Your objective: Report back every line in the data that includes the string "lane".

Extracted information:
□ □ □

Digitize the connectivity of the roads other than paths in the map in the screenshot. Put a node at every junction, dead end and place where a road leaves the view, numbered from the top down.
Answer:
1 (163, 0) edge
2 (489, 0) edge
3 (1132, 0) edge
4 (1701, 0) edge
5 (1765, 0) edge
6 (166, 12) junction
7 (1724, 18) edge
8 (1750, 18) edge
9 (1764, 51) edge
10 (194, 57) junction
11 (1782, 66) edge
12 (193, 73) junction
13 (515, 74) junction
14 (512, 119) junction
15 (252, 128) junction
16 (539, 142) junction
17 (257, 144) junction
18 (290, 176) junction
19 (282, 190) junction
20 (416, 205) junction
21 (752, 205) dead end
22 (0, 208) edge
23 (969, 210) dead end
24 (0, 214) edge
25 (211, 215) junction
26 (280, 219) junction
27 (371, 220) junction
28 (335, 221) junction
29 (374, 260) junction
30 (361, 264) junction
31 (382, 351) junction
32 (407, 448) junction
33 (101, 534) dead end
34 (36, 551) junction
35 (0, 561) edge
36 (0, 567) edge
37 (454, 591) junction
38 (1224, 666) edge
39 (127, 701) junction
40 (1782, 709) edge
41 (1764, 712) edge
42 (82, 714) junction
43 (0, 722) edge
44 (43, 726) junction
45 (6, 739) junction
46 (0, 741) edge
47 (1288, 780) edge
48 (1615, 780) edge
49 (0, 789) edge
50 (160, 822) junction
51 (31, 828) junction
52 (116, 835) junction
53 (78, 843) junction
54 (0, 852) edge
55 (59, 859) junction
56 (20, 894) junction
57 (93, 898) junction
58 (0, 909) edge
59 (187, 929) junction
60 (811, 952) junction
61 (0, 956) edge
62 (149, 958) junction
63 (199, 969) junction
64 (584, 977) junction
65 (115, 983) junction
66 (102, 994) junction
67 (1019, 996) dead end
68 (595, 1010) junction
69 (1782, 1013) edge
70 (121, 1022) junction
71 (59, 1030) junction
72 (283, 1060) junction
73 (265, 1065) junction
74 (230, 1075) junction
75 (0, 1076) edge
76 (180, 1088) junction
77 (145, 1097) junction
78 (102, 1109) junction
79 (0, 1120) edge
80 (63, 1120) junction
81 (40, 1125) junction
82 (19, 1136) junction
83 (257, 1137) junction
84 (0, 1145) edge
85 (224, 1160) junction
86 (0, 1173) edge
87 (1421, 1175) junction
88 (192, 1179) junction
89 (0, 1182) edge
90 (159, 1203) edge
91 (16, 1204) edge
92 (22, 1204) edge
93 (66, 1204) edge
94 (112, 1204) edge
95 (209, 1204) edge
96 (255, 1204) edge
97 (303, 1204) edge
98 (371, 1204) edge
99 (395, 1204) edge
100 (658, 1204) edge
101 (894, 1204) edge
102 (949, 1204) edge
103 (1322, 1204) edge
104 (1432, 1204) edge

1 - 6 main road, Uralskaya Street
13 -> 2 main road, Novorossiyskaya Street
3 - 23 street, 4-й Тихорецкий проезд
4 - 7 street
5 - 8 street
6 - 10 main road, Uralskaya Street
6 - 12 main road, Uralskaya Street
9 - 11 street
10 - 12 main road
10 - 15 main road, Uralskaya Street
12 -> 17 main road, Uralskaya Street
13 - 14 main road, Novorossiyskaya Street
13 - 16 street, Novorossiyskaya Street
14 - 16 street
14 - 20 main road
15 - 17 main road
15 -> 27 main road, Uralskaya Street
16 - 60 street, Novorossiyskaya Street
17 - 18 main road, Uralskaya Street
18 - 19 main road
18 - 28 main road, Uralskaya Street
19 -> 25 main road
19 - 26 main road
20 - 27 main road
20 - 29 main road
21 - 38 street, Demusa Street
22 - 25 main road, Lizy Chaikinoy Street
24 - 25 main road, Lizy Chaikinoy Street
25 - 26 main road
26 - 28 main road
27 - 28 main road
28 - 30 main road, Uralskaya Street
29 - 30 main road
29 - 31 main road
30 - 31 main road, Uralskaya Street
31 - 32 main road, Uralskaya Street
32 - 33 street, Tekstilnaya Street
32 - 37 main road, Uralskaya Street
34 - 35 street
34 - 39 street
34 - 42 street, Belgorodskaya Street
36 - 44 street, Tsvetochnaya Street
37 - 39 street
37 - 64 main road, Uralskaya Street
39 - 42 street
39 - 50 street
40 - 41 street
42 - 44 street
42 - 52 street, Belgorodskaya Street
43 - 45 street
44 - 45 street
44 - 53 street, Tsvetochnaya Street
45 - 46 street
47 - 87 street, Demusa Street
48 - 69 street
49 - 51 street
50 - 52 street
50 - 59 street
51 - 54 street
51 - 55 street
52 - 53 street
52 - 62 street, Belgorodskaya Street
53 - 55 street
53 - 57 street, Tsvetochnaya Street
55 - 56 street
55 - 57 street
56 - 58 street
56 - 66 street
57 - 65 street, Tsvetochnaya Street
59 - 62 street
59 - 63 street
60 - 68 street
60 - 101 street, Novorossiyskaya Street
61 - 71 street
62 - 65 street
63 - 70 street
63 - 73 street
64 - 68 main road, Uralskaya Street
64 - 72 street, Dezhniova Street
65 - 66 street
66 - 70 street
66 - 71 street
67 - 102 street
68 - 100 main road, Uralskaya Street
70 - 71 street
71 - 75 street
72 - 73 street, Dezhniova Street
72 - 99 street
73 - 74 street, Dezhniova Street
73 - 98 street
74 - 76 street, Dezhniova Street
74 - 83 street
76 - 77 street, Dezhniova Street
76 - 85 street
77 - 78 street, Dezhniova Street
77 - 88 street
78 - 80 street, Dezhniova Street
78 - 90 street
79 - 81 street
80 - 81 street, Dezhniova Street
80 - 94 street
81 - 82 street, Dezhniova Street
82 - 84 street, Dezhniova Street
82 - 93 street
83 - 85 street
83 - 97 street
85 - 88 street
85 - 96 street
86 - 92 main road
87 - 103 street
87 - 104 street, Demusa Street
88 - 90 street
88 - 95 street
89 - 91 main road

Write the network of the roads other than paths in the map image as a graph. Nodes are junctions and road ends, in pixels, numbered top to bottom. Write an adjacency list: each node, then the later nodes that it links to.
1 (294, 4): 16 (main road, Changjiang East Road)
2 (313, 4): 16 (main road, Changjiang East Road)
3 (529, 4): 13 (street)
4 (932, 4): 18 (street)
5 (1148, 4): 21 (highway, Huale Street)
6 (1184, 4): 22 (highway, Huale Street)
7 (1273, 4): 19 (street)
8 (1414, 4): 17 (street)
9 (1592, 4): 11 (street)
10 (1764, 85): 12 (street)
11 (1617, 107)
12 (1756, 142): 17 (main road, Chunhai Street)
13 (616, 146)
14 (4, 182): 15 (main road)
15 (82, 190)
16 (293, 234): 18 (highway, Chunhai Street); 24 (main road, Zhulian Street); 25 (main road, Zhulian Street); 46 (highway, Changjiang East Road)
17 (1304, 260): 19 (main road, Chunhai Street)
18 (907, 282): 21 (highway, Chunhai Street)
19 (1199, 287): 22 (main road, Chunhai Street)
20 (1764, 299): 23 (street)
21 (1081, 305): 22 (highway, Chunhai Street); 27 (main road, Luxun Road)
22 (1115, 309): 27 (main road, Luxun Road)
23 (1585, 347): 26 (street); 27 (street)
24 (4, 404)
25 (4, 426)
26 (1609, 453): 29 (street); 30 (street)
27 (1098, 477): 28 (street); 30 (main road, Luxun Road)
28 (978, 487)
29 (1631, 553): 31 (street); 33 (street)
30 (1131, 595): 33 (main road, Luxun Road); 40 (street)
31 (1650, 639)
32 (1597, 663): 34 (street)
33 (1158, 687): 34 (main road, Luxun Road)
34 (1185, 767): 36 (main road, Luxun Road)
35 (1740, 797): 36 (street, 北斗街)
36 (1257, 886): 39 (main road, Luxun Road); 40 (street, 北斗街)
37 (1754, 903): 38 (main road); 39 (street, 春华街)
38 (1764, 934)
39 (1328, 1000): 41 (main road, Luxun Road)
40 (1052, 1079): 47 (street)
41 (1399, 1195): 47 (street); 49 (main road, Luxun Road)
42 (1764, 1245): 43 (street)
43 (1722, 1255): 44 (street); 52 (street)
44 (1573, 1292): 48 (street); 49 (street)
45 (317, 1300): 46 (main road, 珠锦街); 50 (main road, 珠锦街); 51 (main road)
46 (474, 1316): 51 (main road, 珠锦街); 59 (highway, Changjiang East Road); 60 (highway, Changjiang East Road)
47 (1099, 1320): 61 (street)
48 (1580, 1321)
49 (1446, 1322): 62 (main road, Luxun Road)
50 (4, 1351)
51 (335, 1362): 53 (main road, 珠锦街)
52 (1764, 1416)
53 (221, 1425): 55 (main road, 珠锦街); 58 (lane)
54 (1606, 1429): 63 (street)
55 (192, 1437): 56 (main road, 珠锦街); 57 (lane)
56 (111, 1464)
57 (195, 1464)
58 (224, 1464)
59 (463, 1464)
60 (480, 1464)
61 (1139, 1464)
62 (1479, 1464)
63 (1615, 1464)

□ □ □

Result:
53 (221, 1425): 55 (main road, 珠锦街); 58 (lane)
55 (192, 1437): 56 (main road, 珠锦街); 57 (lane)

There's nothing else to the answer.